Amid the ongoing Red Sea crisis, major logistics operators have opted for the TIR system to ensure that goods flow smoothly between East Asia, the Middle East and Europe.
In recent weeks, major transport companies have bypassed the Red Sea by opting for ground alternatives through the Middle East and Gulf Cooperation Council (GCC) region – rather than going around the southern tip of Africa. With these strategic shifts in transport corridors, operators have increased the value of their services with the efficiency and security offered by TIR.
The seaports of Sohar and Salalah (Oman) and Jeddah and Dammam (Saudi Arabia) have served as the main ports of arrival. Goods are then transported via trucks across the region before shifting again to a maritime leg and continuing their journeys.

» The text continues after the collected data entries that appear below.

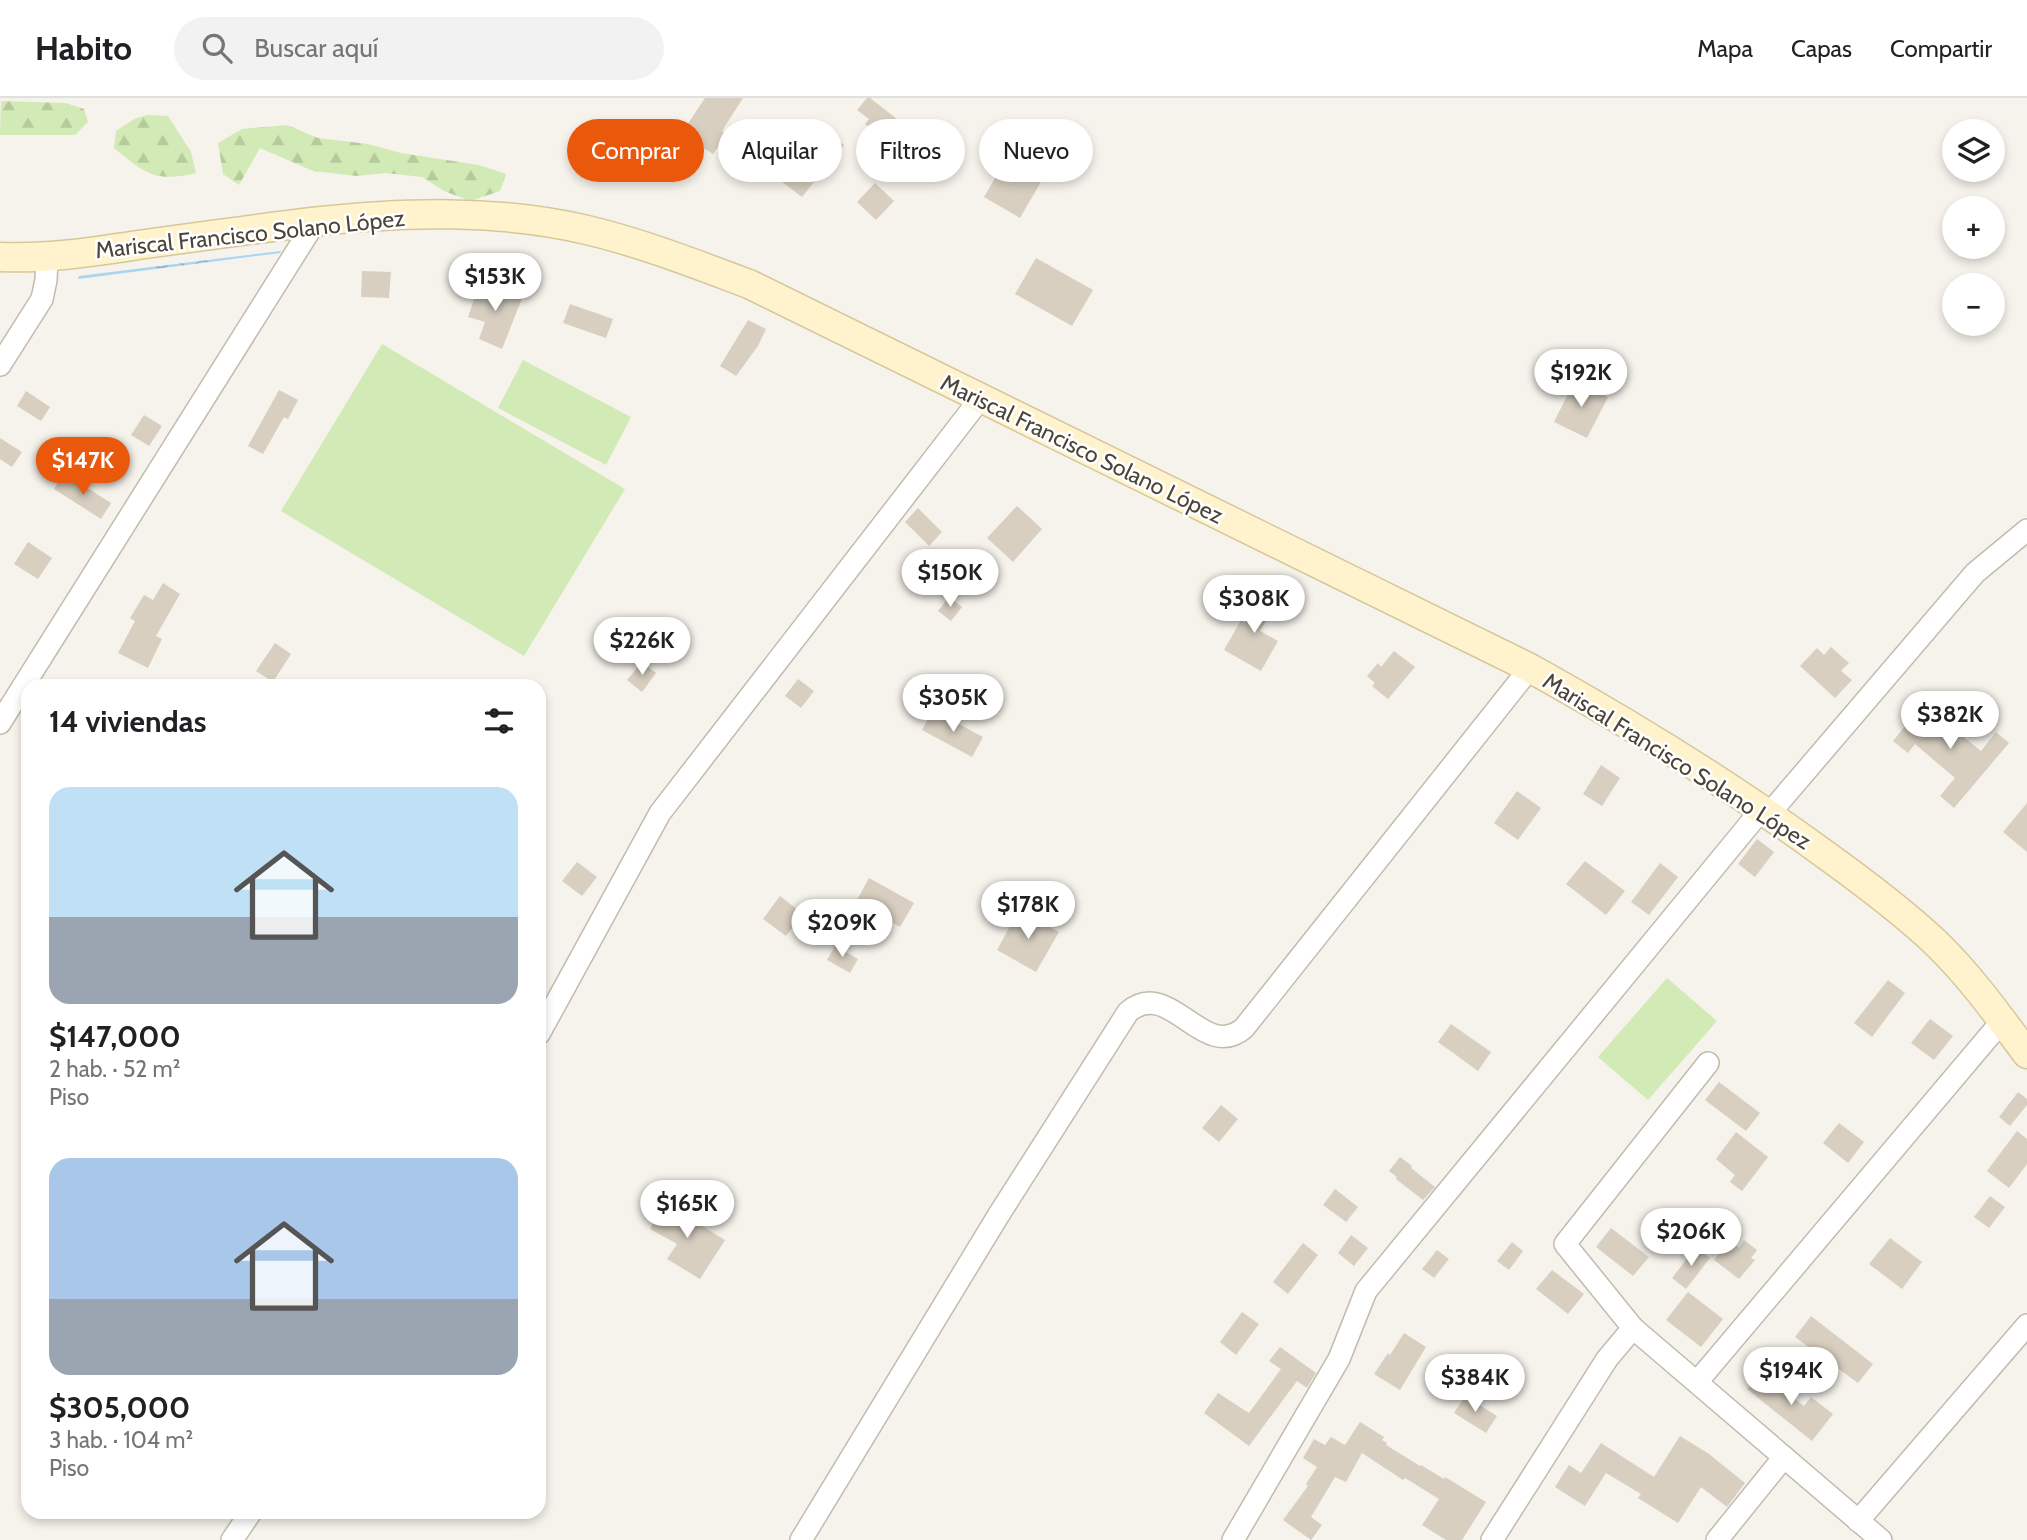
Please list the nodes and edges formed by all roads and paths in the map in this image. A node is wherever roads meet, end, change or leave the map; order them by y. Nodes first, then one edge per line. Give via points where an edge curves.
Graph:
1 (315, 222) junction
2 (0, 257) edge
3 (47, 258) junction
4 (0, 365) edge
5 (980, 399) junction
6 (2027, 530) edge
7 (1530, 668) junction
8 (28, 679) edge
9 (21, 690) edge
10 (0, 723) edge
11 (1766, 812) junction
12 (546, 1021) edge
13 (2003, 1021) junction
14 (2027, 1054) edge
15 (1708, 1063) dead end
16 (2027, 1325) edge
17 (1633, 1328) junction
18 (1697, 1382) junction
19 (1784, 1457) junction
20 (246, 1519) edge
21 (1858, 1521) junction
22 (232, 1540) edge
23 (801, 1540) edge
24 (1233, 1540) edge
25 (1492, 1540) edge
26 (1717, 1540) edge
27 (1881, 1540) edge

1 - 3 street, Mariscal Francisco Solano López
1 - 5 street, Mariscal Francisco Solano López via 471,214 586,230 749,284
1 - 8 street
2 - 3 street, Mariscal Francisco Solano López
3 - 4 street via 42,299
5 - 7 street, Mariscal Francisco Solano López
5 - 12 street via 660,813
6 - 11 street via 1975,573
7 - 11 street, Mariscal Francisco Solano López via 1603,708
7 - 23 street via 1240,1032 1212,1036 1158,1003 1141,1003 1128,1012
9 - 10 street
11 - 13 street, Mariscal Francisco Solano López via 1876,892 1935,942
11 - 24 street via 1366,1291 1339,1359
13 - 14 street, Mariscal Francisco Solano López
13 - 18 street
15 - 17 street via 1565,1244
16 - 21 street
17 - 18 street
17 - 25 street via 1606,1359
18 - 19 street
19 - 21 street
19 - 26 street
20 - 22 street
21 - 27 street

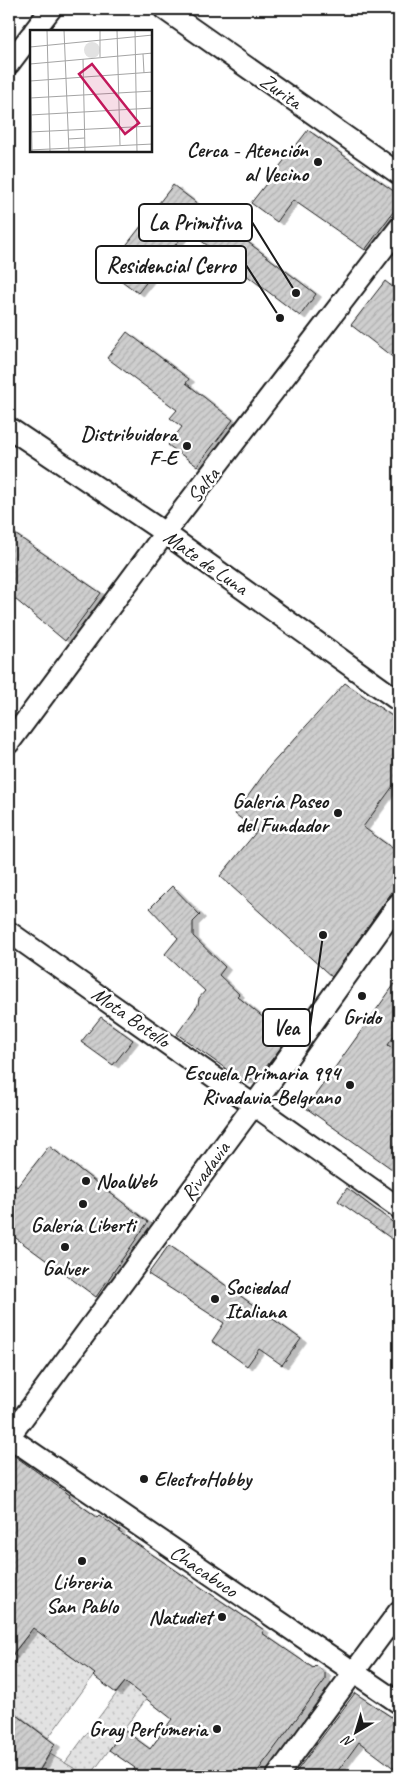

TIR is widely recognised for its trade facilitation benefits at GCC borders, its cutting-edge digital tools ensure timely and secure information exchange between different customs offices along the entire itinerary.
With TIR dedicated express lanes and accelerated customs procedures, operators are enjoying significant reductions in transit times, up to 92%, across land borders, increasing their efficiency and reducing their carbon footprint.
What is TIR?
The TIR system enables goods to be shipped from a country of origin to a country of destination in sealed load compartments that are controlled by customs via a multilateral, mutually recognised system.
TIR streamlines procedures at borders, reducing the administrative burden for customs authorities and transport and logistics companies. It cuts border waiting times significantly, saving time and money.